A woman infected with an alien parasite that will change her perception and cognition so much as to make her no longer "her", before the parasites cross the blood-brain barrier and effect this transition, thinking about the analogous behavior-changing parasites known to earth and through them her own future, wonders:
Does the fish flash in the shallows where the bird can see it because it is the parasite's creature, or because of the pleasure it takes in sunlight? Does the caterpillar love the little wasps, and the rat feel a transfiguring passion for the cat?
This, in a letter she writes but does not send to her mother. The questions are, of course, unanswerable; only the fish, the caterpillar, the rat — or perhaps only the parasite — knows. In Mai's case, oddly (or not),
Rebecca Campbell seems to know: these (wonderful) excerpts from letters sent and unsent aside, we spend most of the story both inside and out of Mai's head — even after Mai
per se no longer exists, even during and slightly beyond the death of what has become of her body — through the all-knowing magic of the free indirect. Like the James Patrick Kelly story I wrote about
the other day, this is a story in large part
about why it shouldn't be written the way it's written. Imagine this story instead written only in the form of these letters, or perhaps in a mix of letters and a more distant third person (maybe in the scenes back on earth). What we would have then would be the attempt by one person to articulate an experience, with varying and ultimately unknowable levels of honesty and success, rather than a series of statements: this
is what Mai felt, this
is what Mai thought, this
is what happened to her mind when it became no longer hers. (One might object: but written that way the story wouldn't have been able to do this — that — the other — inarguably beautiful thing that it does now, to which I would say: yes, it couldn't have.)
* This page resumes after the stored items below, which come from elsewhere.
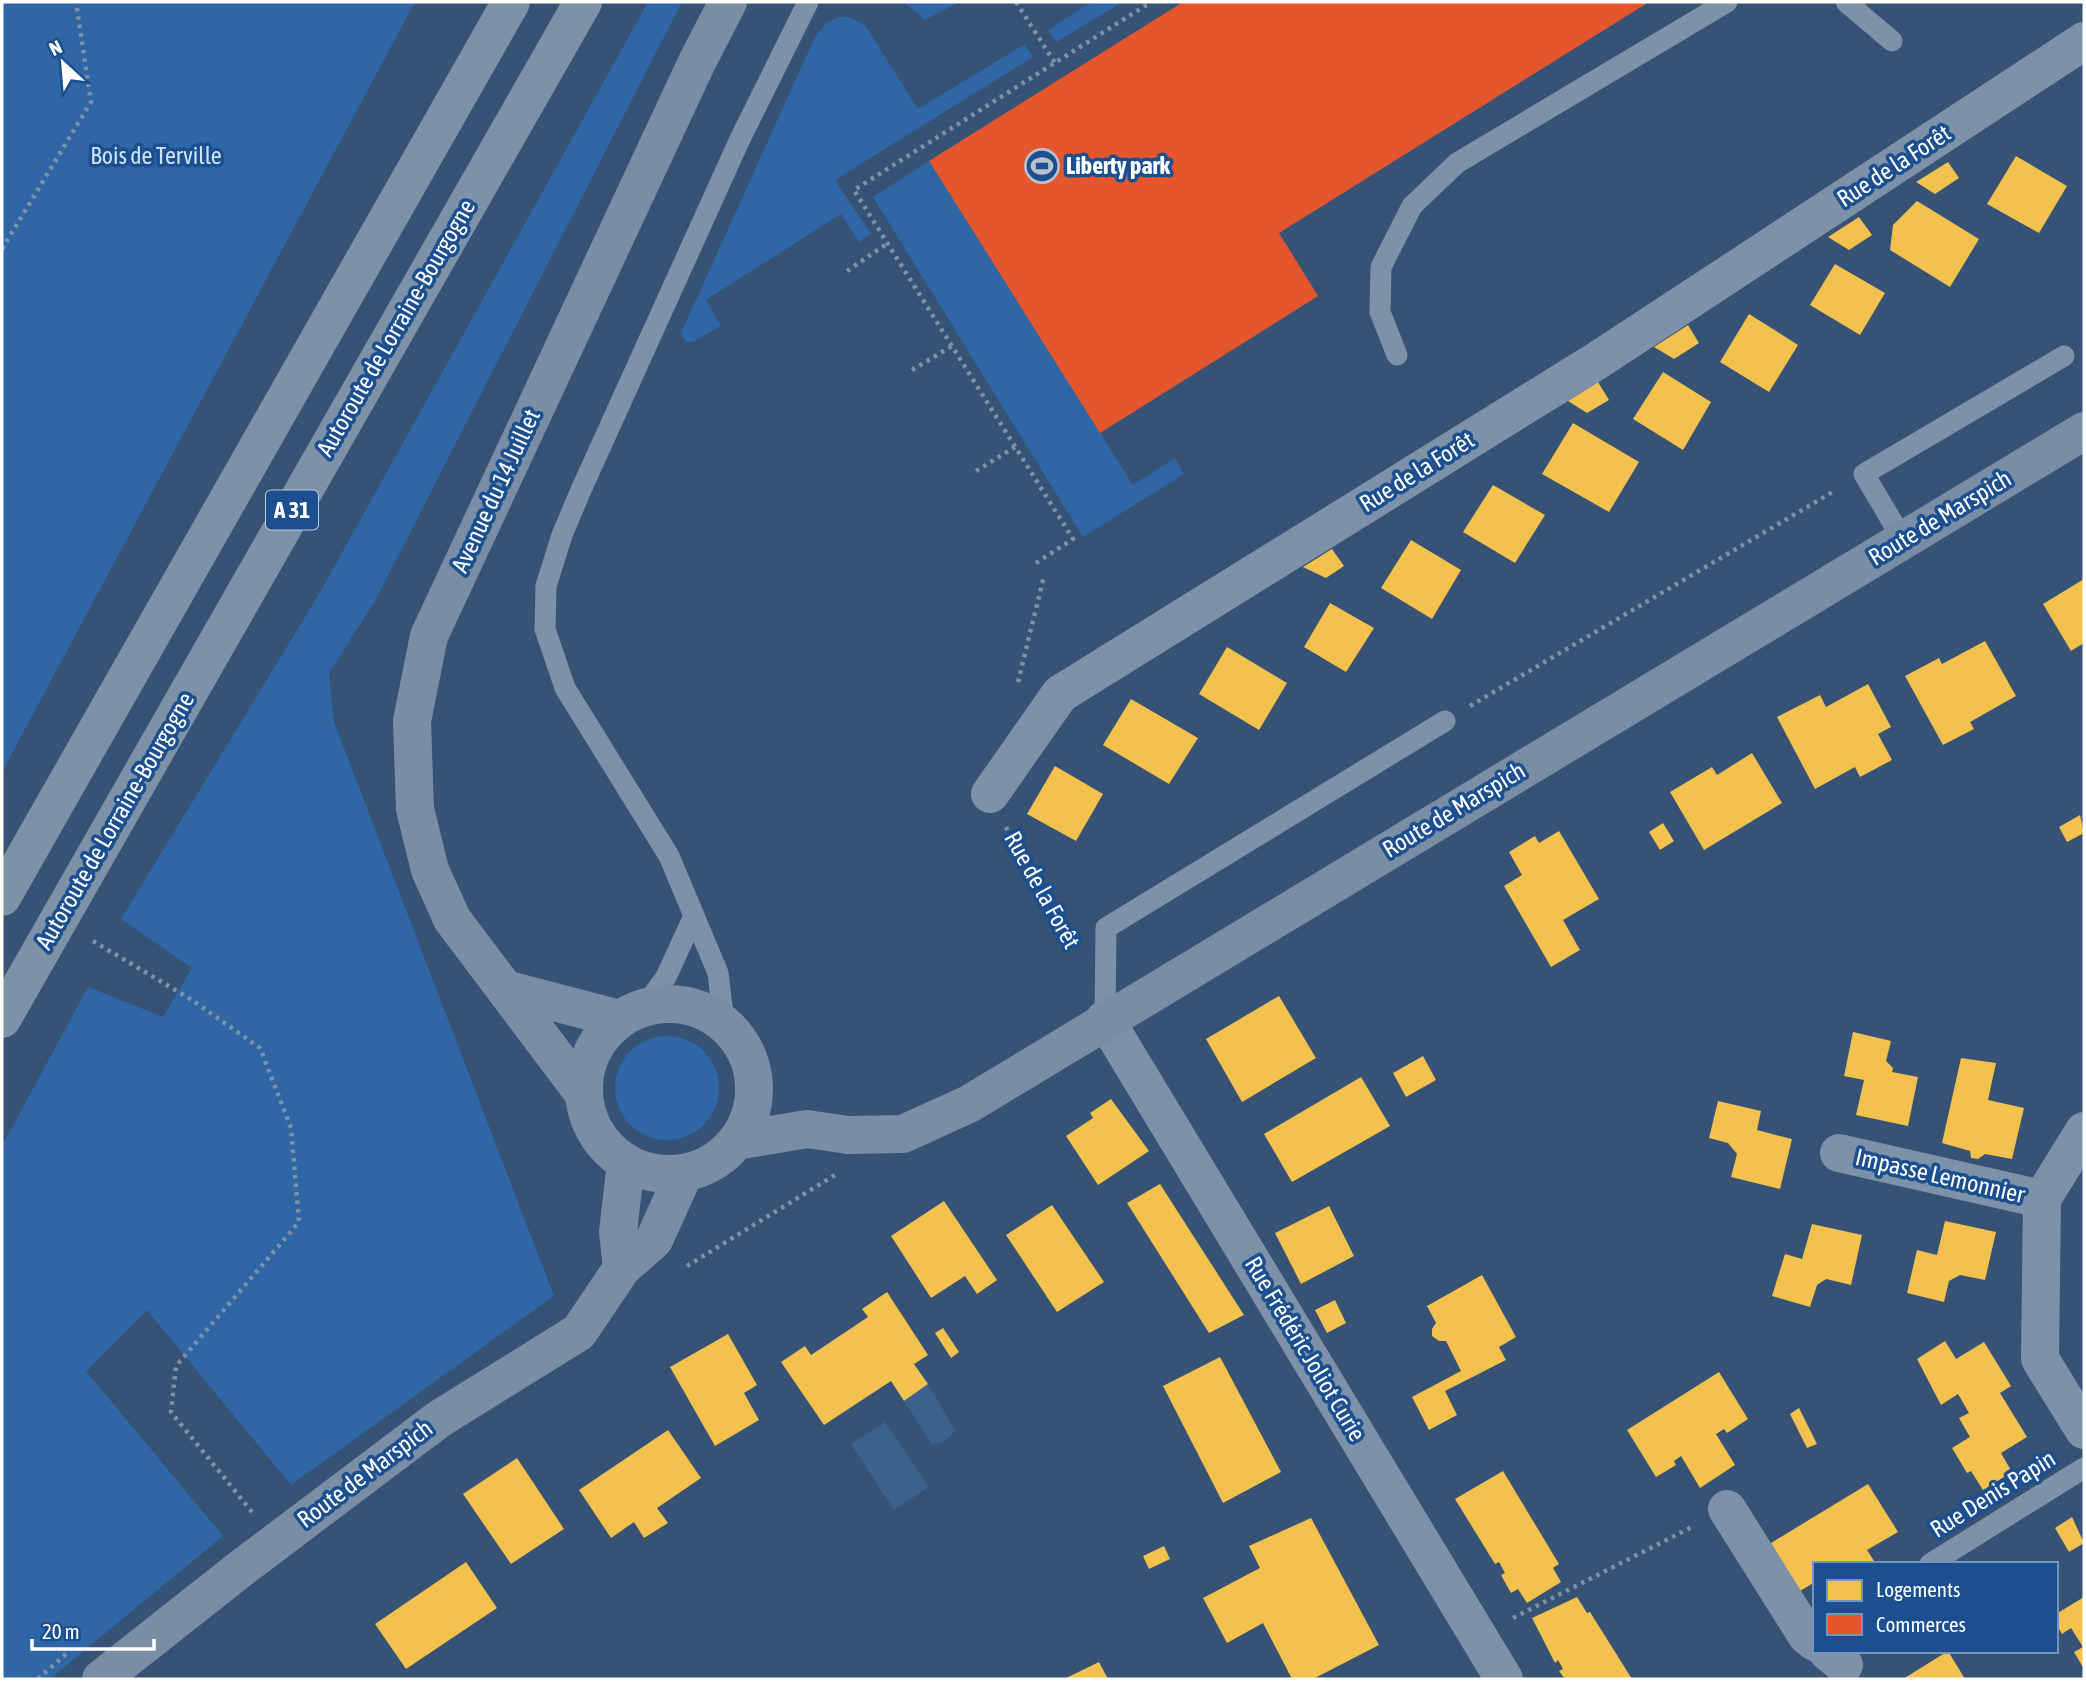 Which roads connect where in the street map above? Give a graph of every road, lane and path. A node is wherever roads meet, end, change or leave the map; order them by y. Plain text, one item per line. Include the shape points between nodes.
1 (76, 2) edge
2 (510, 2) edge
3 (583, 2) edge
4 (728, 2) edge
5 (808, 2) edge
6 (1016, 2) edge
7 (1151, 2) edge
8 (1727, 2) edge
9 (1846, 2) edge
10 (1892, 41) dead end
11 (2084, 41) edge
12 (1055, 63) junction
13 (888, 243) junction
14 (2, 249) edge
15 (847, 271) dead end
16 (952, 346) junction
17 (1397, 355) dead end
18 (2064, 356) dead end
19 (912, 370) dead end
20 (2084, 431) edge
21 (1015, 447) junction
22 (976, 471) dead end
23 (1864, 474) junction
24 (1903, 540) junction
25 (1036, 564) dead end
26 (1444, 721) joint
27 (990, 794) joint
28 (2, 897) edge
29 (694, 916) junction
30 (85, 936) dead end
31 (1077, 951) dead end
32 (508, 990) junction
33 (632, 1012) junction
34 (2, 1019) edge
35 (1105, 1019) junction
36 (724, 1023) junction
37 (583, 1093) junction
38 (754, 1096) junction
39 (807, 1129) junction
40 (2084, 1130) edge
41 (736, 1141) junction
42 (1839, 1153) dead end
43 (626, 1163) junction
44 (845, 1170) dead end
45 (683, 1176) junction
46 (2042, 1199) junction
47 (622, 1268) junction
48 (683, 1268) dead end
49 (2084, 1430) edge
50 (2084, 1468) edge
51 (1727, 1509) joint
52 (276, 1541) junction
53 (1933, 1562) edge
54 (1478, 1636) junction
55 (1813, 1640) edge
56 (102, 1679) edge
57 (1504, 1679) edge

1 - 14 path via 91,102
2 - 28 highway, A 31
3 - 34 highway, Autoroute de Lorraine-Bourgogne / A 31
4 - 32 main road, Avenue du 14 Juillet via 429,636 412,721 415,809 430,870 452,919
5 - 29 lane via 740,139 581,490 546,586 545,629 565,688 649,820
6 - 12 path
7 - 12 path
8 - 17 lane via 1457,163 1412,206 1381,267 1380,312
9 - 10 lane
11 - 27 street, Rue de la Forêt via 1598,360 1060,694
12 - 13 path via 854,190
13 - 15 path
13 - 16 path
16 - 19 path
16 - 21 path
18 - 23 lane
20 - 24 main road, Route de Marspich
21 - 22 path
21 - 25 path via 1073,539
23 - 24 lane
23 - 26 path
24 - 35 main road, Route de Marspich
26 - 35 lane via 1106,928
27 - 31 path, Rue de la Forêt via 1035,884
29 - 33 lane via 666,977
29 - 36 lane via 718,973
30 - 52 path via 260,1048 291,1128 299,1222 176,1366 171,1412
32 - 33 main road
32 - 37 main road, Avenue du 14 Juillet
33 - 36 main road via 673,1002 700,1009
33 - 37 main road via 598,1038 586,1064
35 - 39 main road, Route de Marspich via 969,1104 903,1134 848,1135
35 - 54 street, Rue Frédéric Joliot Curie
36 - 38 main road via 747,1056
37 - 43 main road via 589,1121 604,1145
38 - 39 main road
38 - 41 main road
39 - 41 main road
40 - 46 street
41 - 45 main road via 719,1158
42 - 46 street, Impasse Lemonnier
43 - 45 main road via 649,1172
43 - 47 main road via 618,1232
44 - 48 path
45 - 47 main road, Route de Marspich via 654,1240
46 - 49 street via 2040,1359
47 - 52 main road, Route de Marspich via 579,1332 439,1419
50 - 53 lane, Rue Denis Papin
51 - 54 path
51 - 55 street
52 - 56 main road, Route de Marspich
54 - 57 street, Rue Frédéric Joliot Curie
As with the Kelly story, though, the tension between what the story seeks to be about and the way it goes about being about it, though it does subtract from its integrity and power, paradoxically also adds to it. There is especially that one letter toward the end of the story, after the parasites have "taken over" entirely, in which the former Mai writes to "her" mother about Mai in the third person, and — unlike the previous letters — it sounds precisely like a contemporary English-language short story written in the free indirect:
She remembers that after the mountain you both walked all the way to the gelato place that's practically on the beach, and she told you that she'd been accepted in the third wave of settlers. You began to cry. It was chilly, but she bought a raspberry sugar cone, and you kept sniffling, and she could only think about how awful your sniffles sounded, and how she wished you'd brought a hanky, which you hadn't, so in this imperious way she handed you a handful of napkins, and you sniffled into them, but you wouldn't talk because your voice tore, so it was better to be quiet.
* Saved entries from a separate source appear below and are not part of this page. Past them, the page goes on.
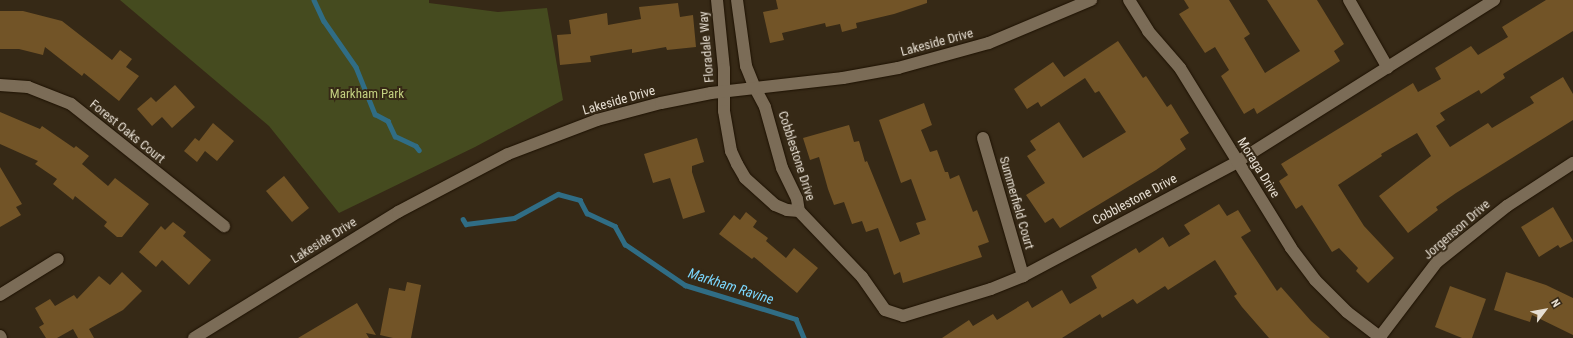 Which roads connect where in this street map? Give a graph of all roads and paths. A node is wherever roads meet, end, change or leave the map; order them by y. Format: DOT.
graph roads {
  1 [pos="717,0"];
  2 [pos="737,0"];
  3 [pos="1091,0"];
  4 [pos="1129,0"];
  5 [pos="1349,0"];
  6 [pos="1494,0"];
  7 [pos="1388,68"];
  8 [pos="0,84"];
  9 [pos="755,88"];
  10 [pos="725,92"];
  11 [pos="983,138"];
  12 [pos="1237,162"];
  13 [pos="1573,163"];
  14 [pos="799,211"];
  15 [pos="224,226"];
  16 [pos="58,259"];
  17 [pos="1023,276"];
  18 [pos="0,295"];
  19 [pos="194,338"];
  20 [pos="1380,338"];
  1 -- 10 [label="street, Floradale Way"];
  2 -- 9 [label="street"];
  3 -- 9 [label="street, Lakeside Drive"];
  4 -- 12 [label="street, Moraga Drive"];
  5 -- 7 [label="street"];
  6 -- 7 [label="street, Cobblestone Drive"];
  7 -- 12 [label="street, Cobblestone Drive"];
  8 -- 15 [label="street, Forest Oaks Court"];
  9 -- 10 [label="street, Lakeside Drive"];
  9 -- 14 [label="street, Cobblestone Drive"];
  10 -- 14 [label="street, Cobblestone Drive"];
  10 -- 19 [label="street, Lakeside Drive"];
  11 -- 17 [label="street, Summerfield Court"];
  12 -- 17 [label="street, Cobblestone Drive"];
  12 -- 20 [label="street, Moraga Drive"];
  13 -- 20 [label="street, Jorgenson Drive"];
  14 -- 17 [label="street, Cobblestone Drive"];
  16 -- 18 [label="street"];
}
And on. This event here, that of a story such as this encircling a moment of writing in which these "techniques" are
justified and necessary — the person writing this letter is not Mai but possesses all of her memories and an awareness, if not always an understanding, of all of her emotional states — is beautiful and painful; whether aware or not it feels a confession of inadequacy (reminder to those unused to such terms: this is praise; if only everyone had it in them to make such confessions) every bit as powerful as Lorrie Moore's
devastating "People Like That Are the Only People Here: Canonical Babbling in Peed Onk". It seems to be saying: I know the concept of "personhood" becomes more and more vague, more and more troubling, the closer one looks; I know the concept of "
character" is misleading at best; but this is what we have, this is what I can do.
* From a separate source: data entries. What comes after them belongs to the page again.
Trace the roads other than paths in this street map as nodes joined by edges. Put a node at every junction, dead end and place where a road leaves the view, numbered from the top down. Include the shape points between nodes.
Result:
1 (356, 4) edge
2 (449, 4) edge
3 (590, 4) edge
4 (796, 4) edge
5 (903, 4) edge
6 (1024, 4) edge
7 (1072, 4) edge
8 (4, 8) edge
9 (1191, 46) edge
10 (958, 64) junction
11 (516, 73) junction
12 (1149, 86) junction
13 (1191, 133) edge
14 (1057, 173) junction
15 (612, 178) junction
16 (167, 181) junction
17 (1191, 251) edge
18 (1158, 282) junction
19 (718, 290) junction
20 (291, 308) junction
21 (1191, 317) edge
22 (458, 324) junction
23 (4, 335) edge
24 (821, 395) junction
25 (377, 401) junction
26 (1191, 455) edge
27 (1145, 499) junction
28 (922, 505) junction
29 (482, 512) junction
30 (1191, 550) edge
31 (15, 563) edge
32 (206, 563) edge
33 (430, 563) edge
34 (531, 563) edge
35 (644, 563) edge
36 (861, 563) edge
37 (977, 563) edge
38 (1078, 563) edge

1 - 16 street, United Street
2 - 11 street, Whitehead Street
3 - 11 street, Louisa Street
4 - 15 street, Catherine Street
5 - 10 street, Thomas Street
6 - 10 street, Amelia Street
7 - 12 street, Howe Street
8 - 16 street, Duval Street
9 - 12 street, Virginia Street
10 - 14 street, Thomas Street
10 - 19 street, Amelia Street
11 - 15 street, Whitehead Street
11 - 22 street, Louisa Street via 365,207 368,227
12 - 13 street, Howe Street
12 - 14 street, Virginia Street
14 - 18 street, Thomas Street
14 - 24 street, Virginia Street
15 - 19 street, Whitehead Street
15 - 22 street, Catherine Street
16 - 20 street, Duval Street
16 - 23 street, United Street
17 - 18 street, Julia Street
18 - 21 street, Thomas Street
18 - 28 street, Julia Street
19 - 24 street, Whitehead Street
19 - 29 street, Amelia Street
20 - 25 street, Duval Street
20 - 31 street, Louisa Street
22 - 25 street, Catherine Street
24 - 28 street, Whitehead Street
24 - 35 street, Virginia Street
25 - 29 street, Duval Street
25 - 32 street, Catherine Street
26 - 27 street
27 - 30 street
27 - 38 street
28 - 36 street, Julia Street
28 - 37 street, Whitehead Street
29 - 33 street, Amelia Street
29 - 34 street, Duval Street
Important as all this is (to me and my own damn writing if not to anyone else) I'm almost sorry to have spent so long talking about it, because I've neglected so much else that this story brings us. The conflict between phenomenological and scientific accuracies ("It would have been easier to call it love, she told them, and they ignored her"), and the "self"-deceptions each can be a cover for, is treated with both sensitivity and a suggestive minimalism. The dual ruptures in Mai's life — first stasis (during which she ages even though it feels less like duration to her than even sleep does), then the parasite — are not reduced to metaphors for one another, instead being allowed their full disjunctive power. As I'm sure you can tell from what I've said and quoted already, the often fraught relationship between mother and daughter is portrayed movingly. Though I wish Campbell hadn't used the name "Shanti" for her planet and its parasite (for a number of reasons, not least because it's so on the nose), once it's there it is put to some fascinating use — as for example when the former Mai begins to see a color "outside the human spectrum for which there is no name. She calls it Shanti" — a woman who is by any measure become alien, experiencing the alien, searches for a word for it and calls it by a human name. There is much more.
Sort of like what I said about the Karen Myers story recently, I'm not sure quite where the line is that separates, for me, those works that seem especially "bad" because they display an awareness of why they should not be doing what they are doing, from those that seem "good" for the same reason. This one is almost entirely on the "good" side, and in so being it's one of the best experiences I've had reading recent sf.